El Rana, maravillado, replicó:
—¿Los recuerdas, capitán?
—Los dos últimos tercetos… —Pedro carraspeó y después recitó con los ojos cerrados—: «…huir el rostro al claro desengaño, / beber veneno por licor suave, / olvidar el provecho, amar el daño; / creer que un cielo en un infierno cabe, / dar la vida y el alma a un desengaño; / esto es amor, quien lo probó lo sabe».
El Rana cayó de rodillas al suelo y mirando al cielo, gritó:
—¡Es sublime! Me duele el corazón, Pedro —dijo, llevándose las manos al pecho—. ¡Ya puedo morir, porque jamás escucharé palabras más bellas! ¡Oh, mi Dios, gracias por enviarnos al Talento hecho carne! —Y el Rana ofreció sus manos al cielo en señal de gratitud.
—¿Estáis hablando de don Lope de Vega? —preguntó Inés patidifusa.
—Sí. Suele venir a mi taberna.
—¡Tenéis amigos harto interesantes, Pedro!
—Sí, como aquí el Rana.
—¿Siempre es así de excesivo? —susurró Inés a Pedro.
—Solo con la poesía sublime.
—Menos mal.
—Descuidad, que le duran poco los arrebatos. —Y dirigiéndose al Rana, Pedro añadió—: Bueno, Rana, que estamos haciendo el malotaje para la condesa y todavía nos quedan cosas que comprar.
—¿El malotaje? ¿Se va a las Indias? ¿En la flota que sale el 15? —preguntó, poniéndose de pie.
Pedro asintió.
—Pues entonces vas tú detrás, porque Remedios dijo que va todo unido, que con la joven vendrá todo lo demás.
Inés, curiosa, inquirió:
—¿Qué es todo lo demás?
—Los viajes, los negocios, los triunfos y el amor, claro. El amoooor, ese que nos hace beber veneno por licor suave, condesa.
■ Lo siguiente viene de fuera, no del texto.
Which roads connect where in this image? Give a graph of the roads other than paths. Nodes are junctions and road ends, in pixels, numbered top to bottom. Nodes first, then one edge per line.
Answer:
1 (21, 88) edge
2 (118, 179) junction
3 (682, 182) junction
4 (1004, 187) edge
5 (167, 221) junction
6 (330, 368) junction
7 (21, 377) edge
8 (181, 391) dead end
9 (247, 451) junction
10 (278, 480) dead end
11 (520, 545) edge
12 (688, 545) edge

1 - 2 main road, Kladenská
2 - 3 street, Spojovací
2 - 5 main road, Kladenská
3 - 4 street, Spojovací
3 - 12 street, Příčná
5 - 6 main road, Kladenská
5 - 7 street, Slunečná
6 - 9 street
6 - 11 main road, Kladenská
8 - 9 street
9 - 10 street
—Nos vamos, Rana. Cuídate.
—Lo mismo digo. Condesa, nos volveremos a ver. Nuestros destinos están unidos por delicados hilos de plata tejidos por las Moiras que…
—Hasta pronto, Rana… —lo cortó Pedro.
La condesa y el tabernero encaminaron sus pasos hacia la plaza de Abajo y el Rana hacia la plaza de San Francisco.
—¿Por qué lo habéis interrumpido? ¡Pobre muchacho! Dice cosas bonitas —dijo Inés, llevándose un mechón de pelo detrás de la oreja.
—Yo sé cómo tratarlo, es que como coja carrerilla nos tiene hasta la noche con sus ripios. ¡Es muy pesado!
—Parece buen chico.
Pedro se revolvió con la mano aún más sus pelos y confesó:
—Lo es.
—Y parece muy pobre.
—Siempre le rugen las tripas. Yo creo que recita tanto para no escuchárselas. Trabaja para mí como esportillero y, aparte de su jornal, siempre le doy lo que puedo para que se lleve a casa: legumbres, queso, pan…
—Le podíamos haber dado algo.
—Sí —replicó Pedro, mordiéndose los labios—, se me ha pasado.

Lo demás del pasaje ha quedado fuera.